Rockingham Castle is worth a visit. I have a friend who is an architect and he was in charge of it's renovation. Near to that is a ruined Elizabethan house and a very interesting triangular lodge.
On the way to that is Eyebrook reservoir and Loddington. Both worth a quick stop.
There are loads of gardens in Rutland. Some people open them under the National Gardens Scheme. I'll check it out.


----------



## Antarctican

Thatched roofs are something we don't see in North America, so it would be nice to see some in a village.  I've never seen a cricket game, so if there happened to be one being played anywhere nearby, that would be cool.  I think in the past you've offered to put on a lighting demo...I'd really like that. (All this is 'wish list' stuff, it doesn't all have to be included. And hopefully other attendees will chime in with their wish lists).


----------



## Overread

If I can attend I demand foxes be included in the trip as well 
things are very much on a poor planning line with me at the moment and its looking rather likley that I might not be able to attend  I will keep an eye out though incase I can - I would certainly like to - it just depends how things go for me.


----------



## Lil Loui

Hertz van Rental said:


> I think that it's time we started showing hands to see who's turning up.


 :thumbup:I'm keen on coming & have 2-3friends that are keen on coming also. :greenpbl::lmao:


----------



## Hertz van Rental

Lil Loui said:


> :thumbup:I'm keen on coming & have 2-3friends that are keen on coming also. :greenpbl::lmao:



Sunday?
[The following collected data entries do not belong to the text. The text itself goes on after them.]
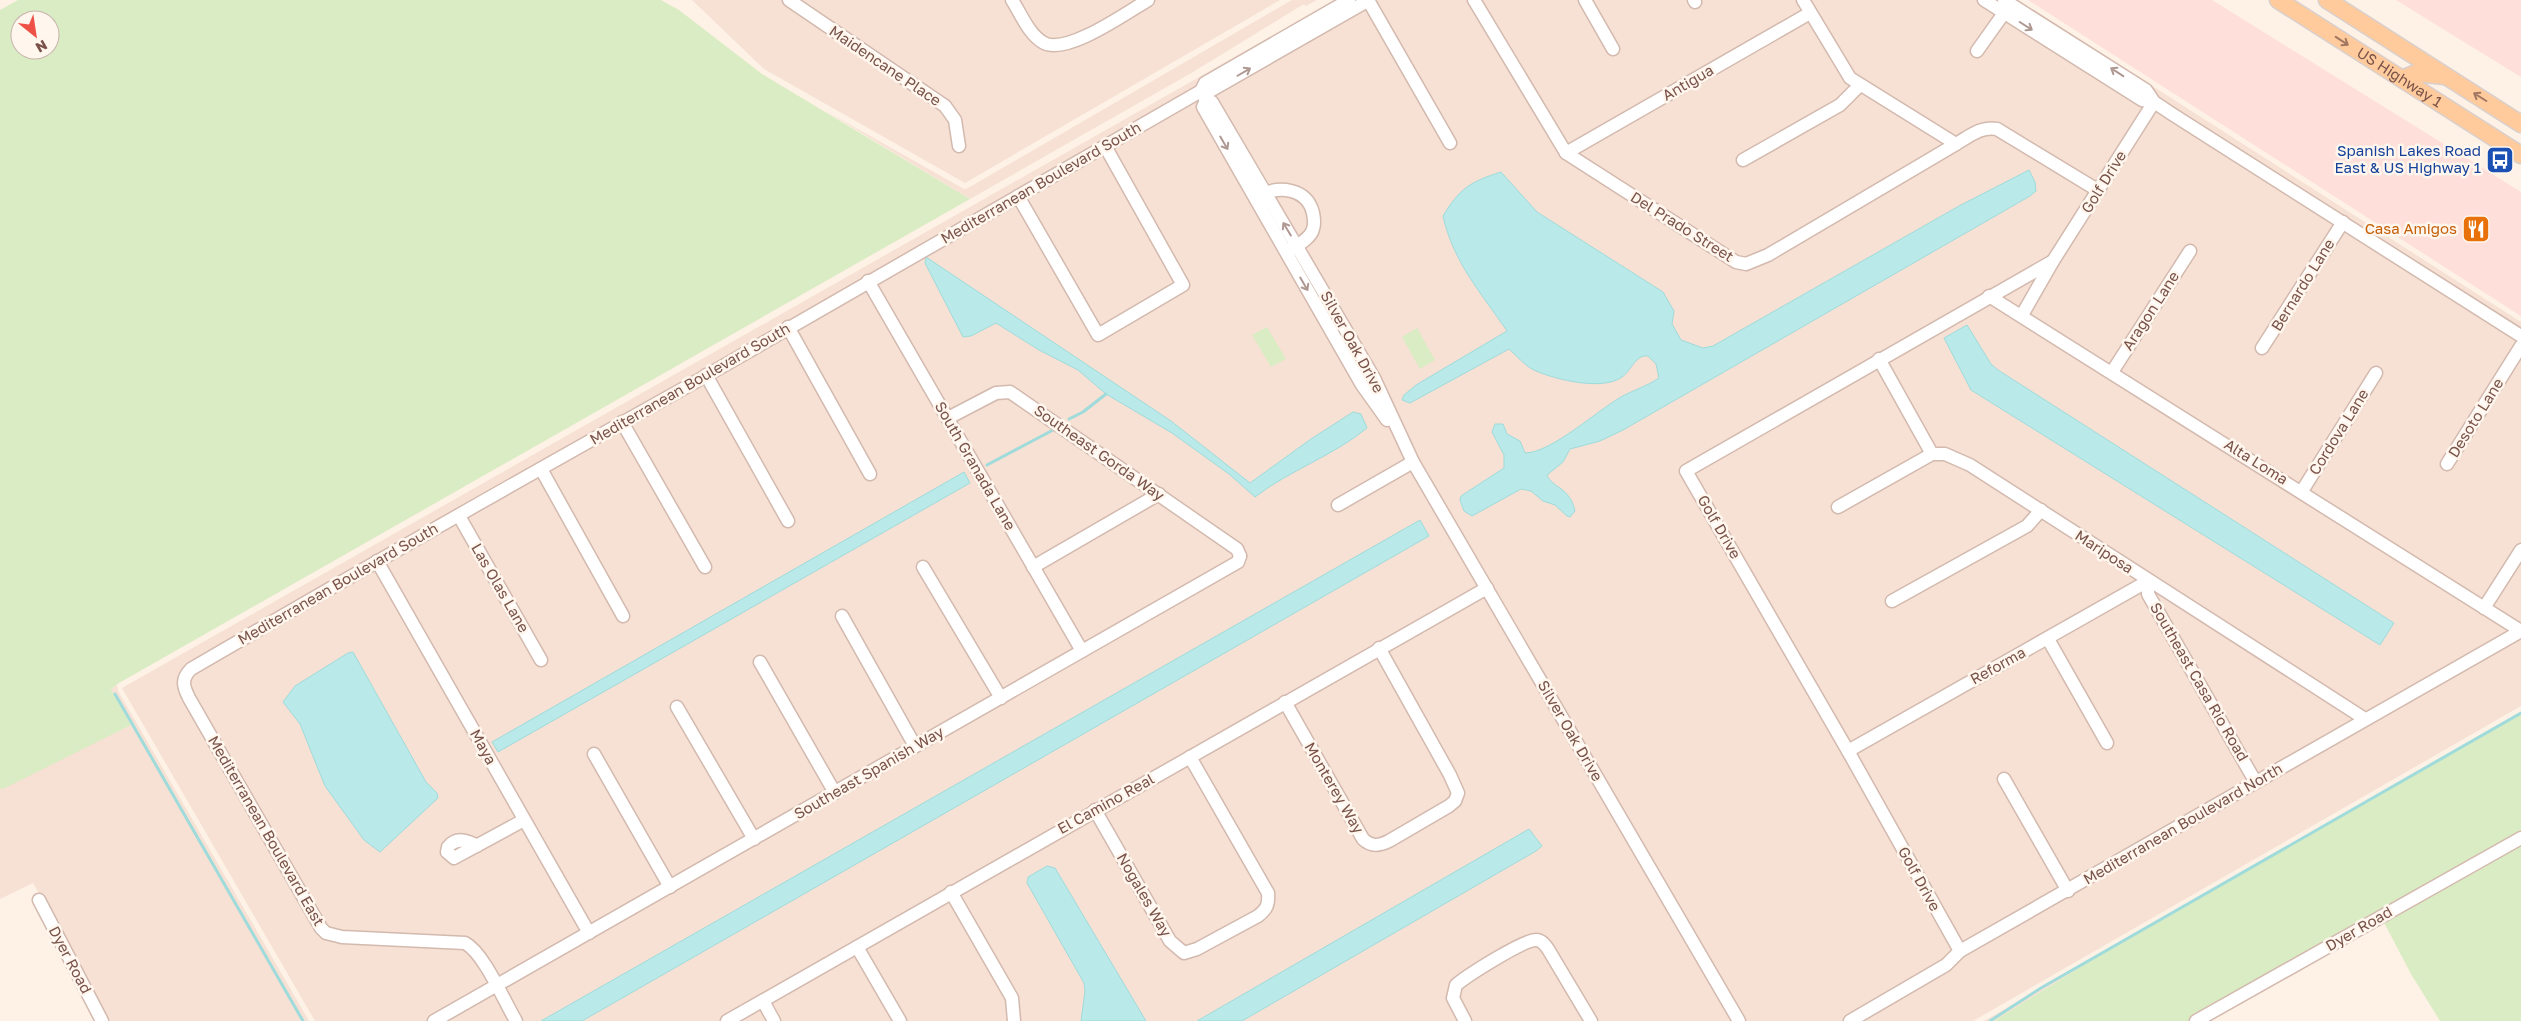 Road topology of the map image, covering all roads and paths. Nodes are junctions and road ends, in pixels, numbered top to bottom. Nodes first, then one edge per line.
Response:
1 (789, 0) edge
2 (1012, 0) edge
3 (1148, 0) edge
4 (1349, 0) edge
5 (1368, 0) edge
6 (1474, 0) edge
7 (1585, 0) edge
8 (1803, 0) edge
9 (1984, 0) edge
10 (2278, 0) edge
11 (2327, 0) edge
12 (2006, 6) edge
13 (1810, 13) junction
14 (1613, 49) dead end
15 (1977, 51) dead end
16 (2410, 53) junction
17 (2368, 58) junction
18 (2446, 76) junction
19 (2402, 79) junction
20 (1860, 86) junction
21 (1203, 96) junction
22 (2154, 102) junction
23 (2521, 124) edge
24 (1450, 143) dead end
25 (1956, 144) junction
26 (959, 146) dead end
27 (1105, 146) junction
28 (1566, 153) junction
29 (2521, 155) edge
30 (1743, 160) dead end
31 (2099, 191) junction
32 (1260, 195) junction
33 (1018, 196) junction
34 (2343, 222) junction
35 (1292, 249) junction
36 (2190, 251) dead end
37 (2053, 261) junction
38 (868, 281) junction
39 (1990, 296) junction
40 (2022, 314) junction
41 (788, 327) junction
42 (2521, 336) edge
43 (2521, 346) edge
44 (2262, 348) dead end
45 (1879, 359) junction
46 (2112, 372) junction
47 (2376, 373) dead end
48 (706, 375) junction
49 (948, 418) junction
50 (622, 422) junction
51 (1932, 454) junction
52 (1413, 462) junction
53 (2446, 464) dead end
54 (541, 469) junction
55 (870, 474) dead end
56 (2302, 491) junction
57 (1159, 494) junction
58 (1338, 505) dead end
59 (1838, 507) dead end
60 (2041, 510) junction
61 (459, 516) junction
62 (788, 521) dead end
63 (2521, 550) edge
64 (1246, 556) joint
65 (377, 560) junction
66 (705, 567) dead end
67 (923, 567) dead end
68 (1033, 567) junction
69 (2148, 581) junction
70 (1487, 588) junction
71 (1892, 601) dead end
72 (2484, 608) junction
73 (623, 616) dead end
74 (842, 616) dead end
75 (2521, 631) edge
76 (2048, 639) junction
77 (1379, 648) junction
78 (1082, 651) junction
79 (541, 660) dead end
80 (760, 662) dead end
81 (183, 681) joint
82 (1001, 698) junction
83 (1285, 702) junction
84 (677, 707) dead end
85 (2365, 718) junction
86 (2107, 743) dead end
87 (915, 746) junction
88 (1848, 751) junction
89 (594, 754) dead end
90 (1190, 757) junction
91 (2004, 779) dead end
92 (2256, 781) junction
93 (835, 793) junction
94 (1095, 810) junction
95 (524, 820) junction
96 (2521, 838) edge
97 (754, 839) junction
98 (477, 846) dead end
99 (670, 887) junction
100 (2068, 891) junction
101 (952, 892) junction
102 (39, 900) dead end
103 (589, 933) junction
104 (857, 947) junction
105 (1960, 951) junction
106 (496, 987) junction
107 (763, 1001) junction
108 (102, 1021) edge
109 (434, 1021) edge
110 (516, 1021) edge
111 (727, 1021) edge
112 (774, 1021) edge
113 (900, 1021) edge
114 (1014, 1021) edge
115 (1465, 1021) edge
116 (1591, 1021) edge
117 (1739, 1021) edge
118 (1850, 1021) edge
119 (2196, 1021) edge

1 - 26 street, Maidencane Place
2 - 3 street
4 - 21 street, Mediterranean Boulevard South
21 -> 5 street, Mediterranean Boulevard South
5 - 24 street
6 - 28 street, Del Prado Street
7 - 14 street
8 - 13 street
9 - 12 street
10 -> 17 main road, US Highway 1
11 - 16 main road, US Highway 1
12 - 15 street
12 - 22 street
13 - 20 street
13 - 28 street, Antigua
16 - 17 main road
16 - 18 main road, US Highway 1
17 - 19 main road, US Highway 1
18 - 19 main road
23 -> 18 main road, US Highway 1
19 - 29 main road, US Highway 1
20 - 25 street
20 - 30 street
21 - 27 street, Mediterranean Boulevard South
21 - 32 street, Silver Oak Drive
22 - 31 street, Golf Drive
22 - 34 street
25 - 28 street, Del Prado Street
25 - 31 street
27 - 33 street, Mediterranean Boulevard South
27 - 33 street
31 - 37 street, Golf Drive
32 - 35 street, Silver Oak Drive
32 - 35 street
33 - 38 street, Mediterranean Boulevard South
34 - 42 street
34 - 44 street, Bernardo Lane
35 - 52 street, Silver Oak Drive
36 - 46 street, Aragon Lane
37 - 39 street, Golf Drive
37 - 40 street, Golf Drive
38 - 41 street, Mediterranean Boulevard South
38 - 49 street, South Granada Lane
39 - 40 street, Alta Loma
39 - 45 street, Golf Drive
40 - 46 street, Alta Loma
41 - 48 street, Mediterranean Boulevard South
41 - 55 street
43 - 53 street, Desoto Lane
45 - 51 street
45 - 88 street, Golf Drive
46 - 56 street, Alta Loma
47 - 56 street, Cordova Lane
48 - 50 street, Mediterranean Boulevard South
48 - 62 street
49 - 57 street, Southeast Gorda Way
49 - 68 street, South Granada Lane
50 - 54 street, Mediterranean Boulevard South
50 - 66 street
51 - 59 street
51 - 60 street, Mariposa
52 - 58 street
52 - 70 street, Silver Oak Drive
54 - 61 street, Mediterranean Boulevard South
54 - 73 street
56 - 72 street, Alta Loma
57 - 64 street, Southeast Gorda Way
57 - 68 street
60 - 69 street, Mariposa
60 - 71 street
61 - 65 street, Mediterranean Boulevard South
61 - 79 street, Las Olas Lane
63 - 72 street
64 - 78 street, Southeast Spanish Way
65 - 81 street, Mediterranean Boulevard South
65 - 95 street, Maya
67 - 82 street
68 - 78 street, South Granada Lane
69 - 76 street, Reforma
69 - 85 street, Mariposa
69 - 92 street, Southeast Casa Rio Road
70 - 77 street, El Camino Real
70 - 117 street, Silver Oak Drive
72 - 75 street, Alta Loma
74 - 87 street
75 - 85 street, Mediterranean Boulevard North
76 - 86 street
76 - 88 street, Reforma
77 - 83 street, El Camino Real
77 - 83 street, Monterey Way
78 - 82 street, Southeast Spanish Way
80 - 93 street
81 - 106 street, Mediterranean Boulevard East
82 - 87 street, Southeast Spanish Way
83 - 90 street, El Camino Real
84 - 97 street
85 - 92 street, Mediterranean Boulevard North
87 - 93 street, Southeast Spanish Way
88 - 105 street, Golf Drive
89 - 99 street
90 - 94 street, El Camino Real
90 - 94 street, Nogales Way
91 - 100 street
92 - 100 street, Mediterranean Boulevard North
93 - 97 street, Southeast Spanish Way
94 - 101 street, El Camino Real
95 - 98 street
95 - 103 street, Maya
96 - 119 street, Dyer Road
97 - 99 street, Southeast Spanish Way
99 - 103 street, Southeast Spanish Way
100 - 105 street, Mediterranean Boulevard North
101 - 104 street, El Camino Real
101 - 114 street
102 - 108 street, Dyer Road
103 - 106 street, Southeast Spanish Way
104 - 107 street, El Camino Real
104 - 113 street
105 - 118 street, Mediterranean Boulevard North
106 - 109 street, Southeast Spanish Way
106 - 110 street, Mediterranean Boulevard East
107 - 111 street, El Camino Real
107 - 112 street
115 - 116 street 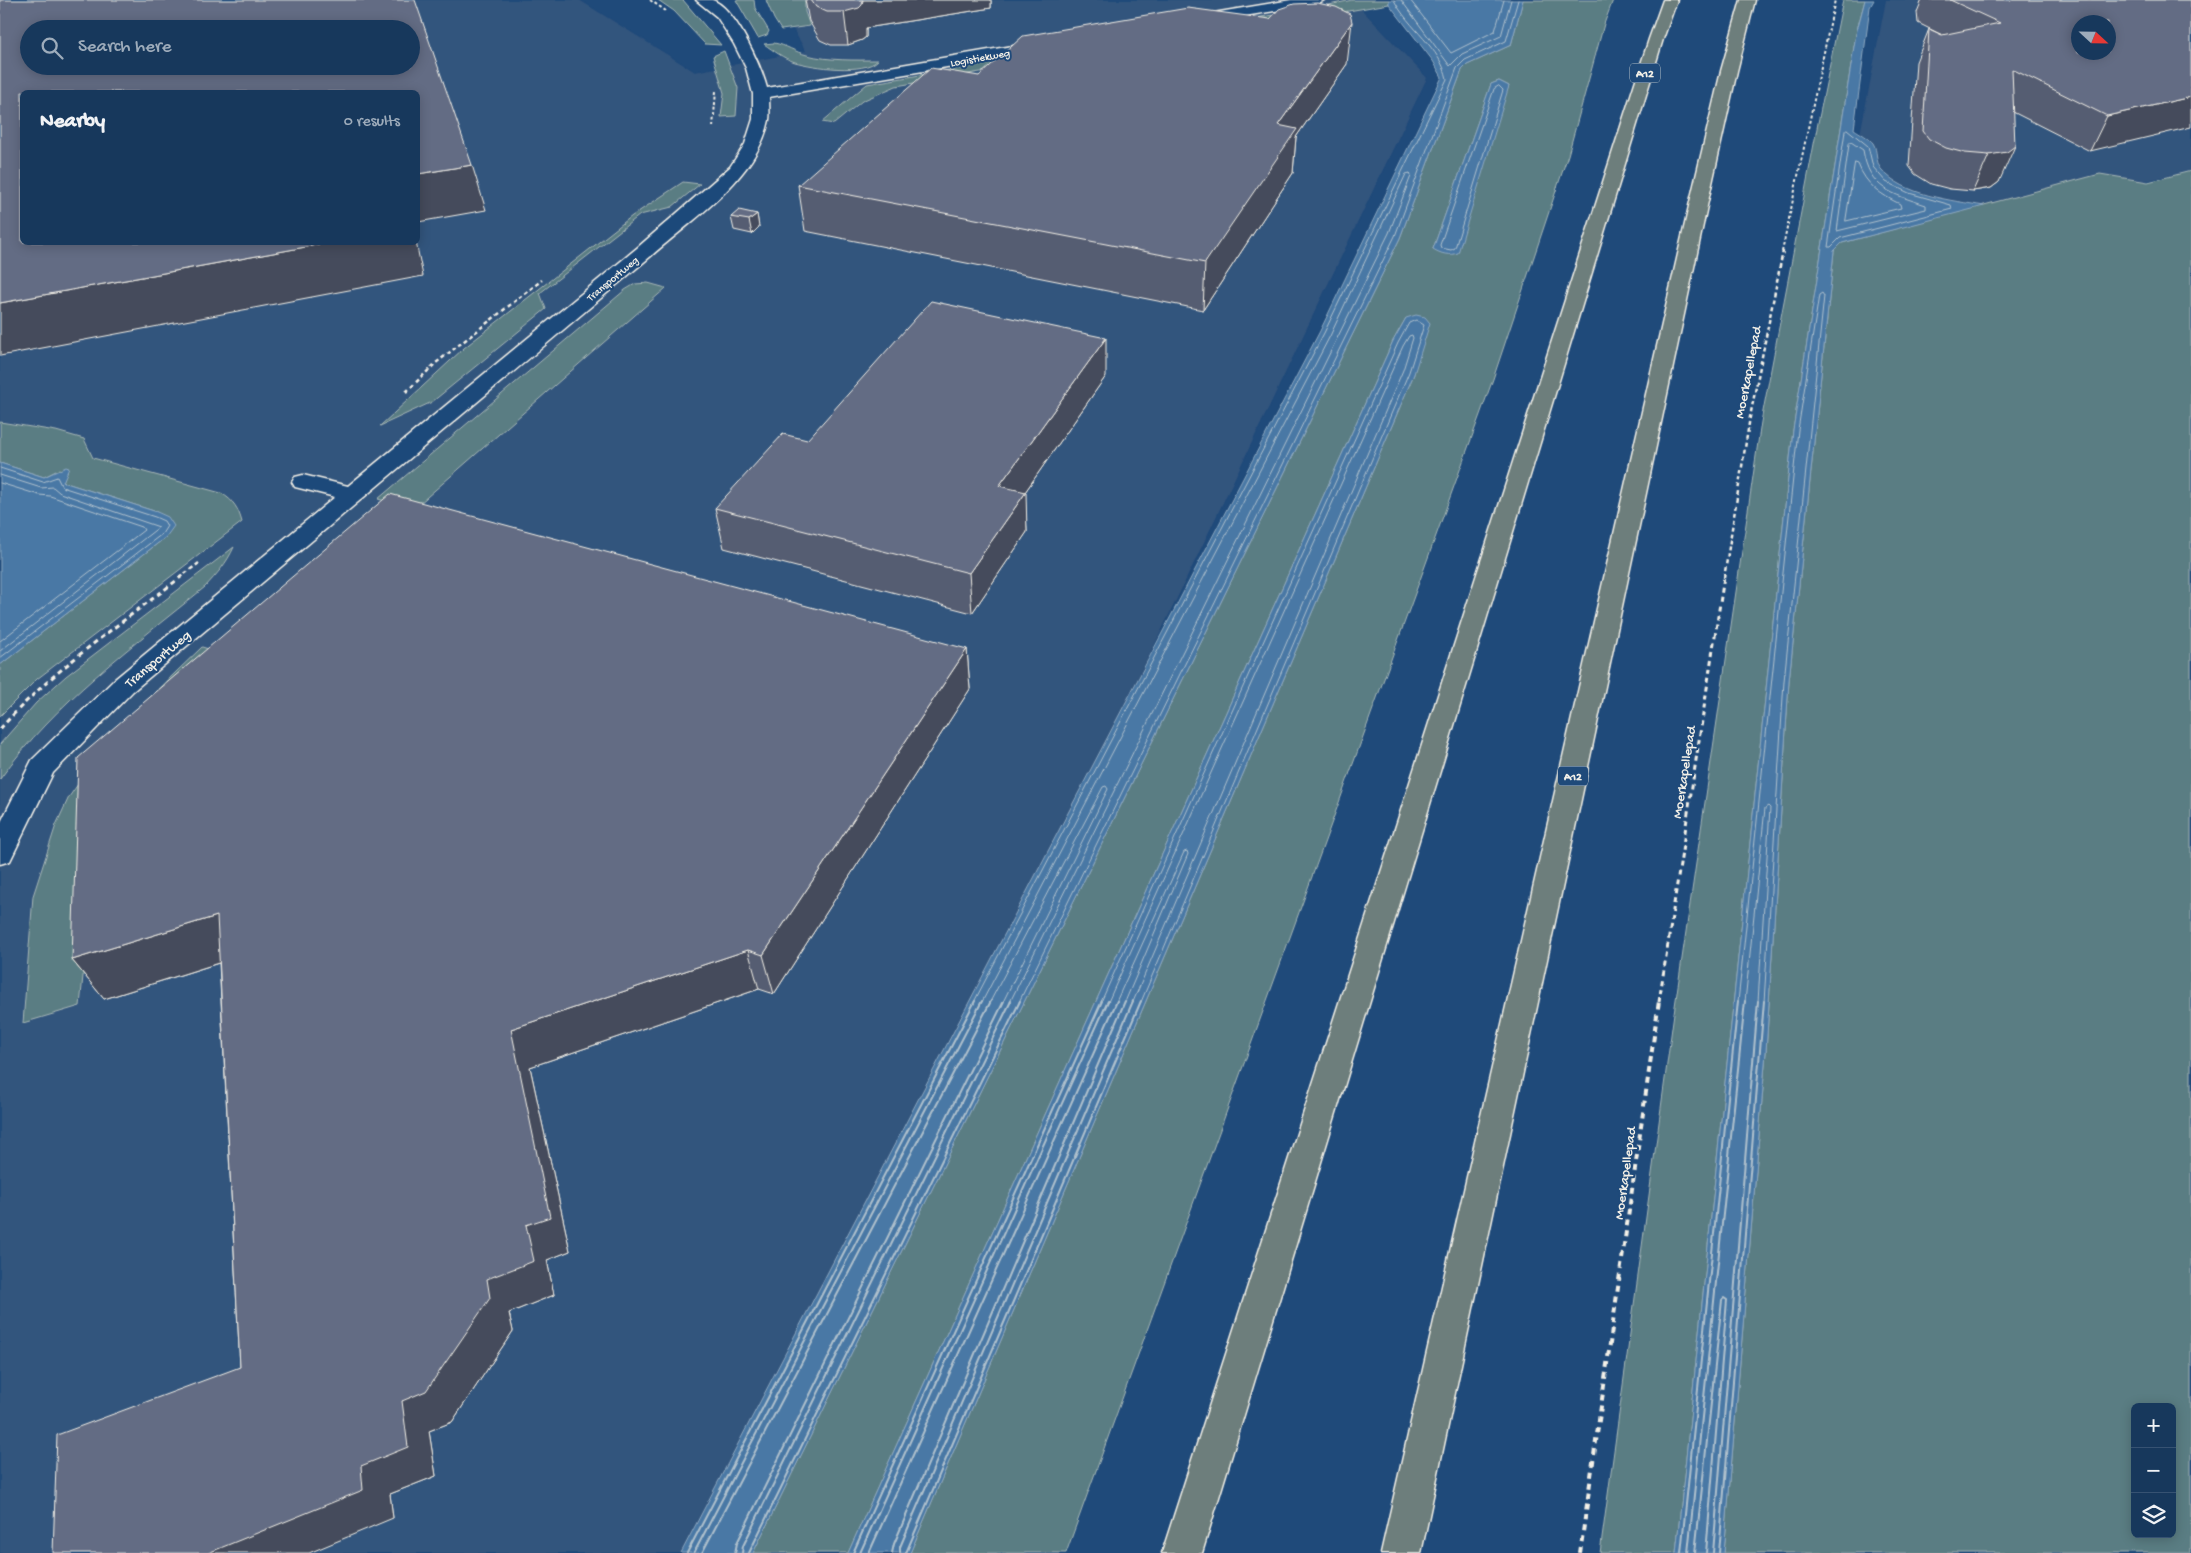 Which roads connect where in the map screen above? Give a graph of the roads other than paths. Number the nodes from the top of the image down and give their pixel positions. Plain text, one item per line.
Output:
1 (703, 0) edge
2 (1317, 0) edge
3 (1670, 0) edge
4 (1748, 0) edge
5 (720, 7) edge
6 (1181, 22) edge
7 (1054, 44) edge
8 (761, 94) junction
9 (303, 482) dead end
10 (352, 494) junction
11 (0, 853) edge
12 (1182, 1553) edge
13 (1401, 1553) edge

1 - 5 street, Transportweg
2 - 6 street
3 - 12 highway, A12
4 - 13 highway, A12
5 - 8 street, Transportweg
7 - 8 street, Logistiekweg
8 - 10 street, Transportweg
9 - 10 street
10 - 11 street, Transportweg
Monday? Just so I know. If it's nice we could have a barbie in my garden - or go to the pub.

There are lots of foxes in this part of the world - it's the home of fox hunting. But since they banned it there seems to be fewer foxes trotting around.
Lots of badgers.
There is also this place near Barnsdale Gardens.


----------



## Chris of Arabia

OK, whilst I've not booked anything like flights or anything so far forward as somewhere to stay, Anne-Marie and I are in I think. Other than a Saturday start, do we know how long this event may last?


----------



## Hertz van Rental

Well the American contingent (although I don't know about Jeff) are staying all week I believe.
We can certainly make it last Sunday and Monday - after that it's up to you. I'll endeavor to keep you amused/drunk/confused. Or I can delegate that to Anti and Tang.


----------



## Tangerini

Everything mentioned sounds great to me.   I'm easy to please and tend to go with the flow.  Like Anty I'm looking forward to eating... so walking would be a nice balance.


----------



## Hertz van Rental

Antarctican said:


> Thatched roofs are something we don't see in North America...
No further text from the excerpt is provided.